**The task:** Your answer should contain every line of the records, transcribed word for word.

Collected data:
....
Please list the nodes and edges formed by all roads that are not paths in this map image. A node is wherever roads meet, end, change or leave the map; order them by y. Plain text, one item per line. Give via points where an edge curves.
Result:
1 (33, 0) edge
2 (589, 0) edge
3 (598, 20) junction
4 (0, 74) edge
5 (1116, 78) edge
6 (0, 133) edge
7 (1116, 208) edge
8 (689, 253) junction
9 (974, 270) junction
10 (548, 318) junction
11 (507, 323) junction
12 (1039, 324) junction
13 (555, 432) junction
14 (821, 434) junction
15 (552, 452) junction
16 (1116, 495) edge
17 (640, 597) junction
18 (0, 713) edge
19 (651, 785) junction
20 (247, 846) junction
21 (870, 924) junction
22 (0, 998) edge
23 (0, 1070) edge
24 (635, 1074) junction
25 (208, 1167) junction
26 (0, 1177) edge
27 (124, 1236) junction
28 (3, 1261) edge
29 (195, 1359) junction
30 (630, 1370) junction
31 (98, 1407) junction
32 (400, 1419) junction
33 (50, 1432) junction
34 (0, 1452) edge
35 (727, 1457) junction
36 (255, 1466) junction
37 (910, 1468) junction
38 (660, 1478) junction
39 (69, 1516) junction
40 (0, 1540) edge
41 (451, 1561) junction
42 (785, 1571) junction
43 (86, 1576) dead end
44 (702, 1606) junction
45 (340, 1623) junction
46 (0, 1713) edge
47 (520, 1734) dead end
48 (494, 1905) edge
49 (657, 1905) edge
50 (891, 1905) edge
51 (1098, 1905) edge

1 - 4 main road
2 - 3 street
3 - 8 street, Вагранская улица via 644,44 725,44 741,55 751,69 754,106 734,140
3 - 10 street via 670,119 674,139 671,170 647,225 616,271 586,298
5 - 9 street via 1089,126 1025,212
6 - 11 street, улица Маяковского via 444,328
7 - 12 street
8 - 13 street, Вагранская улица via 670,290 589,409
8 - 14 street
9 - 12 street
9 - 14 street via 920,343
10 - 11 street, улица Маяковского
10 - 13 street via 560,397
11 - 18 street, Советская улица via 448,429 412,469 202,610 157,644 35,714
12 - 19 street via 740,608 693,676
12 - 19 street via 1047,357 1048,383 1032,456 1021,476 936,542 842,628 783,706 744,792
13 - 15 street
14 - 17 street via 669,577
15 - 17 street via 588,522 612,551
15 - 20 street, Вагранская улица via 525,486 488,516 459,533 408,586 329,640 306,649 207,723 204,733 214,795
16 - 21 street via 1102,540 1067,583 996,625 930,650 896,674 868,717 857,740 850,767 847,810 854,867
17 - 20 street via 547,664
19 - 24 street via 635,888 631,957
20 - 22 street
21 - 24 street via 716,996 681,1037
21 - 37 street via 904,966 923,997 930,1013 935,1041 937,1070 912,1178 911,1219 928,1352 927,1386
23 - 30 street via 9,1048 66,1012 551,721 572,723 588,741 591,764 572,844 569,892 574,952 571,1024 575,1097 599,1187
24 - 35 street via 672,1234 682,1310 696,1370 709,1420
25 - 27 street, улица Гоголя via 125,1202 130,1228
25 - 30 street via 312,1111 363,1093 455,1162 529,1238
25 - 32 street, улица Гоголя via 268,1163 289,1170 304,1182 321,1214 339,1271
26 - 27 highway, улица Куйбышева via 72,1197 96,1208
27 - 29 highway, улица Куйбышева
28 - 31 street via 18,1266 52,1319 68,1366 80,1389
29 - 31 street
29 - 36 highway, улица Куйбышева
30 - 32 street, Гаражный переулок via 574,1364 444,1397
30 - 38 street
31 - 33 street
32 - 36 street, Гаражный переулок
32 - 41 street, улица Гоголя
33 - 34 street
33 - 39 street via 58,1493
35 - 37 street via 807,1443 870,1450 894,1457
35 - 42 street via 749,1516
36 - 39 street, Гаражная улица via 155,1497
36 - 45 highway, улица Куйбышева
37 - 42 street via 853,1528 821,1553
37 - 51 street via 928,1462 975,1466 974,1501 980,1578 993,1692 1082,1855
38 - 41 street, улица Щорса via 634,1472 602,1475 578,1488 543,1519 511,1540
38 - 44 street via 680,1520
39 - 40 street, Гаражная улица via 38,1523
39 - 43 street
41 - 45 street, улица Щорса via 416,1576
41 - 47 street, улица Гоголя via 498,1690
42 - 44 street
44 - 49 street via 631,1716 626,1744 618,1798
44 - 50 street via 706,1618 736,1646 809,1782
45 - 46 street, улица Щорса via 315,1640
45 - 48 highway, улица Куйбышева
....
**Task solution:**
Please list the nodes and edges formed by all roads that are not paths in this map image. A node is wherever roads meet, end, change or leave the map; order them by y. Plain text, one item per line. Give via points where an edge curves.
Result:
1 (33, 0) edge
2 (589, 0) edge
3 (598, 20) junction
4 (0, 74) edge
5 (1116, 78) edge
6 (0, 133) edge
7 (1116, 208) edge
8 (689, 253) junction
9 (974, 270) junction
10 (548, 318) junction
11 (507, 323) junction
12 (1039, 324) junction
13 (555, 432) junction
14 (821, 434) junction
15 (552, 452) junction
16 (1116, 495) edge
17 (640, 597) junction
18 (0, 713) edge
19 (651, 785) junction
20 (247, 846) junction
21 (870, 924) junction
22 (0, 998) edge
23 (0, 1070) edge
24 (635, 1074) junction
25 (208, 1167) junction
26 (0, 1177) edge
27 (124, 1236) junction
28 (3, 1261) edge
29 (195, 1359) junction
30 (630, 1370) junction
31 (98, 1407) junction
32 (400, 1419) junction
33 (50, 1432) junction
34 (0, 1452) edge
35 (727, 1457) junction
36 (255, 1466) junction
37 (910, 1468) junction
38 (660, 1478) junction
39 (69, 1516) junction
40 (0, 1540) edge
41 (451, 1561) junction
42 (785, 1571) junction
43 (86, 1576) dead end
44 (702, 1606) junction
45 (340, 1623) junction
46 (0, 1713) edge
47 (520, 1734) dead end
48 (494, 1905) edge
49 (657, 1905) edge
50 (891, 1905) edge
51 (1098, 1905) edge

1 - 4 main road
2 - 3 street
3 - 8 street, Вагранская улица via 644,44 725,44 741,55 751,69 754,106 734,140
3 - 10 street via 670,119 674,139 671,170 647,225 616,271 586,298
5 - 9 street via 1089,126 1025,212
6 - 11 street, улица Маяковского via 444,328
7 - 12 street
8 - 13 street, Вагранская улица via 670,290 589,409
8 - 14 street
9 - 12 street
9 - 14 street via 920,343
10 - 11 street, улица Маяковского
10 - 13 street via 560,397
11 - 18 street, Советская улица via 448,429 412,469 202,610 157,644 35,714
12 - 19 street via 740,608 693,676
12 - 19 street via 1047,357 1048,383 1032,456 1021,476 936,542 842,628 783,706 744,792
13 - 15 street
14 - 17 street via 669,577
15 - 17 street via 588,522 612,551
15 - 20 street, Вагранская улица via 525,486 488,516 459,533 408,586 329,640 306,649 207,723 204,733 214,795
16 - 21 street via 1102,540 1067,583 996,625 930,650 896,674 868,717 857,740 850,767 847,810 854,867
17 - 20 street via 547,664
19 - 24 street via 635,888 631,957
20 - 22 street
21 - 24 street via 716,996 681,1037
21 - 37 street via 904,966 923,997 930,1013 935,1041 937,1070 912,1178 911,1219 928,1352 927,1386
23 - 30 street via 9,1048 66,1012 551,721 572,723 588,741 591,764 572,844 569,892 574,952 571,1024 575,1097 599,1187
24 - 35 street via 672,1234 682,1310 696,1370 709,1420
25 - 27 street, улица Гоголя via 125,1202 130,1228
25 - 30 street via 312,1111 363,1093 455,1162 529,1238
25 - 32 street, улица Гоголя via 268,1163 289,1170 304,1182 321,1214 339,1271
26 - 27 highway, улица Куйбышева via 72,1197 96,1208
27 - 29 highway, улица Куйбышева
28 - 31 street via 18,1266 52,1319 68,1366 80,1389
29 - 31 street
29 - 36 highway, улица Куйбышева
30 - 32 street, Гаражный переулок via 574,1364 444,1397
30 - 38 street
31 - 33 street
32 - 36 street, Гаражный переулок
32 - 41 street, улица Гоголя
33 - 34 street
33 - 39 street via 58,1493
35 - 37 street via 807,1443 870,1450 894,1457
35 - 42 street via 749,1516
36 - 39 street, Гаражная улица via 155,1497
36 - 45 highway, улица Куйбышева
37 - 42 street via 853,1528 821,1553
37 - 51 street via 928,1462 975,1466 974,1501 980,1578 993,1692 1082,1855
38 - 41 street, улица Щорса via 634,1472 602,1475 578,1488 543,1519 511,1540
38 - 44 street via 680,1520
39 - 40 street, Гаражная улица via 38,1523
39 - 43 street
41 - 45 street, улица Щорса via 416,1576
41 - 47 street, улица Гоголя via 498,1690
42 - 44 street
44 - 49 street via 631,1716 626,1744 618,1798
44 - 50 street via 706,1618 736,1646 809,1782
45 - 46 street, улица Щорса via 315,1640
45 - 48 highway, улица Куйбышева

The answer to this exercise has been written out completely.